Wednesday, June 25, 2008

Get Smart or Get Out

Connery, Bronson, Cruise, Schwartzeneger…Carrell? Would you believe that this was a movie with no flaws from the beginning to the end? No? Would you believe that it ridiculous, very entertaining but ran a little bit too long? Exactly.

There is no better person on Planet Earth that could replicate Don Adams’ fast wittedness and dweebish persona than Dunder Mifflin’s own, Steve Carrell. On screen, he is physically dwarfed by his co-star Dwayne Johnson, known to many as “The Rock” from the WWE fame. I guess at one point in life, the public has to come to grips with the idea that Dwayne is not an inanimate object. But it was still the funniest name in Hollywood. Keep it as “The Rock” Dwayne!!!! Anne Hathoway plays the sultury Agent 99, the brains behind Maxwell Smart’s bumbling crime solving operations.

The opening credits of the movie mentions how CONTROL, where the TV Maxwell Smart worked as a true guardian of freedom and democracy, was disbanded after the Cold War. Since they mention there was a CONTROL in the past how is there another Maxwell Smart?
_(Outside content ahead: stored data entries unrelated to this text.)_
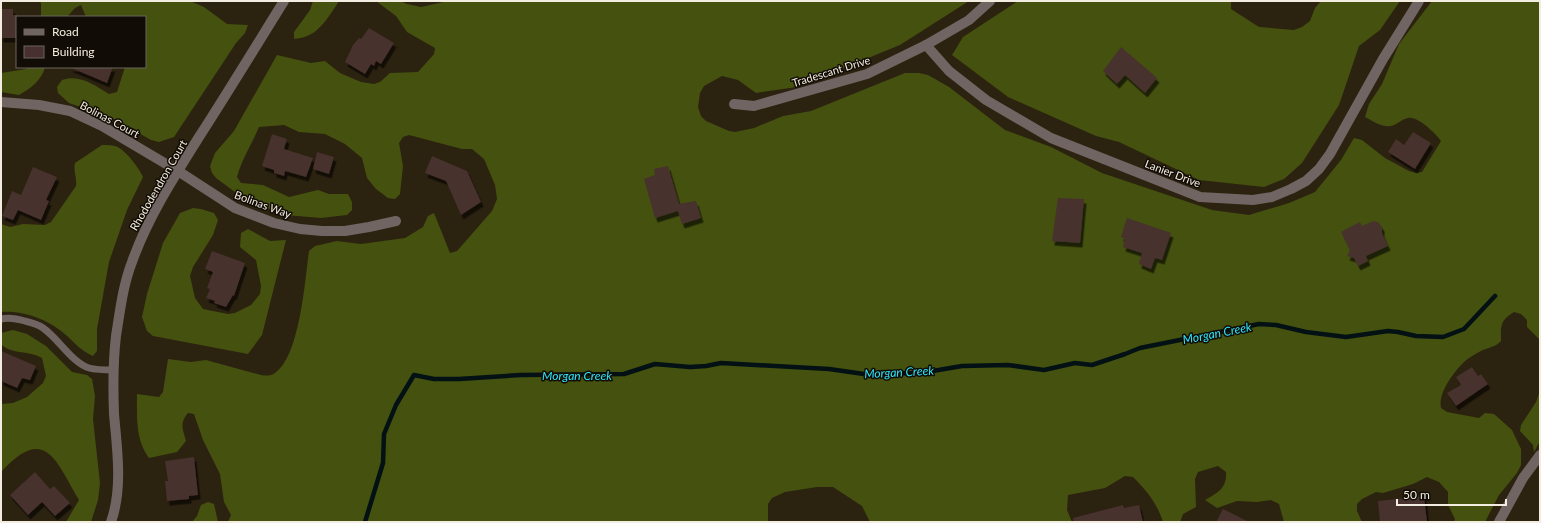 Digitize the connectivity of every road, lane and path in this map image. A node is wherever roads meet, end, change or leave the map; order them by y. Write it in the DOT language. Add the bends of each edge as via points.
graph roads {
  1 [pos="284,1"];
  2 [pos="990,1"];
  3 [pos="1419,1"];
  4 [pos="926,45"];
  5 [pos="1,102"];
  6 [pos="734,104"];
  7 [pos="178,171"];
  8 [pos="396,221"];
  9 [pos="1,319"];
  10 [pos="114,370"];
  11 [pos="1540,455"];
  12 [pos="111,522"];
  13 [pos="1499,522"];
  1 -- 7 [label="street, Rhododendron Court"];
  2 -- 4 [label="street, Tradescant Drive" via="969,20"];
  3 -- 4 [label="street, Lanier Drive" via="1382,59 1330,154 1319,169 1291,189 1272,197 1253,200 1200,197 1051,138 986,100 949,71"];
  4 -- 6 [label="street, Tradescant Drive" via="867,74 754,106"];
  5 -- 7 [label="street, Bolinas Court" via="70,111 102,126"];
  7 -- 8 [label="street, Bolinas Way" via="234,208 274,223 300,229 345,231"];
  7 -- 10 [label="street, Rhododendron Court" via="144,230 131,263 116,338"];
  9 -- 10 [label="lane" via="42,327 78,362 89,368"];
  10 -- 12 [label="street, Rhododendron Court" via="118,481"];
  11 -- 13 [label="street"];
}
Is Steve Carrell playing Maxwell Smart Jr.? I was probably the only one thinking along those lines but it still confused me. Sometimes, I have a hard time suspending reality.

Maxwell is the best analyst CONTROL has ever seen. His reports are lengthy and in depth (much to the dismay of his fellow employees who do not bother to read them). Seeking a promotion as a field agent, the Chief played by Alan Arkin, lets Smart know that he too valuable as analyst. Fate steps in as CONTROL is broken into by the evil and unseen genius known as CHAOS. Apparently, his henchmen can reach all aspects of crime from petty theft to a nuclear arms race. After CONTROL is compromised and field agents have been exposed, Maxwell Smart is given his chance becoming Agent 86 and teaming up with love interested and deadly assassin Agent 99.
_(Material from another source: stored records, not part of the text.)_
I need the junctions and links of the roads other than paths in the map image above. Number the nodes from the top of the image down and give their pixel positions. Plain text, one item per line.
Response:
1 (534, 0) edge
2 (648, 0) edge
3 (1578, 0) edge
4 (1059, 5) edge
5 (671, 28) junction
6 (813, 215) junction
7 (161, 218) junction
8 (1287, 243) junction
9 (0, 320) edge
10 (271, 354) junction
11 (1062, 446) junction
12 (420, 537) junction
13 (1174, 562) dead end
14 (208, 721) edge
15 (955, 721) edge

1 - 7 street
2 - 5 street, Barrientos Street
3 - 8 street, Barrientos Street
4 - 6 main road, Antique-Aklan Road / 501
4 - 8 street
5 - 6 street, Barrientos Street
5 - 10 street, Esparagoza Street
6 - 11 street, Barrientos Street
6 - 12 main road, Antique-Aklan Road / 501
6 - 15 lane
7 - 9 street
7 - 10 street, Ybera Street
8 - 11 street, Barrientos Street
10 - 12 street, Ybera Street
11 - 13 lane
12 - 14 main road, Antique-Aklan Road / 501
In the long history of spy films from James Bond to Austin Powers, there is a formula that must be followed.

1) The bad guy. He usually has a limp, groomed facial hair, or a prop of some sort to make him look more interesting. In this case, we have a man by the name of Siegfried who plays the violin. One of his henchmen is famous for his portrayal of Borat’s road trip friend. I could not help but picture him naked on a hotel room bed while watching Get Smart which actually added to the comedic experience.

2) The hero is usually lucky with the ladies and winds up with whomever he chooses.

3) There is usually a great escape scene and somebody usually winds up in a ventalation system.

In many ways, Get Smart is your basic spy tale on a predictable time table but it does succeed in ways Austin Powers never did. The comedy is sudden, neat and does not cornerstone on sex and toilet humor. Steve Carrell is a familiar face and a Hollywood box office cash register for a reason. He take cues from his role as Regional Manager Michael Scott on the smash hit The Office, using that dry and underscored cleverness to craft different jokes. This movie is perfect for a Carrell fan and a nightmare for some who takes themselves to seriously.

Though the movie does execute, it does run somewhat long. Also, the absence of a current Cold War takes away from its potrayal of the television series. This film gets 2.5 shines out of 5.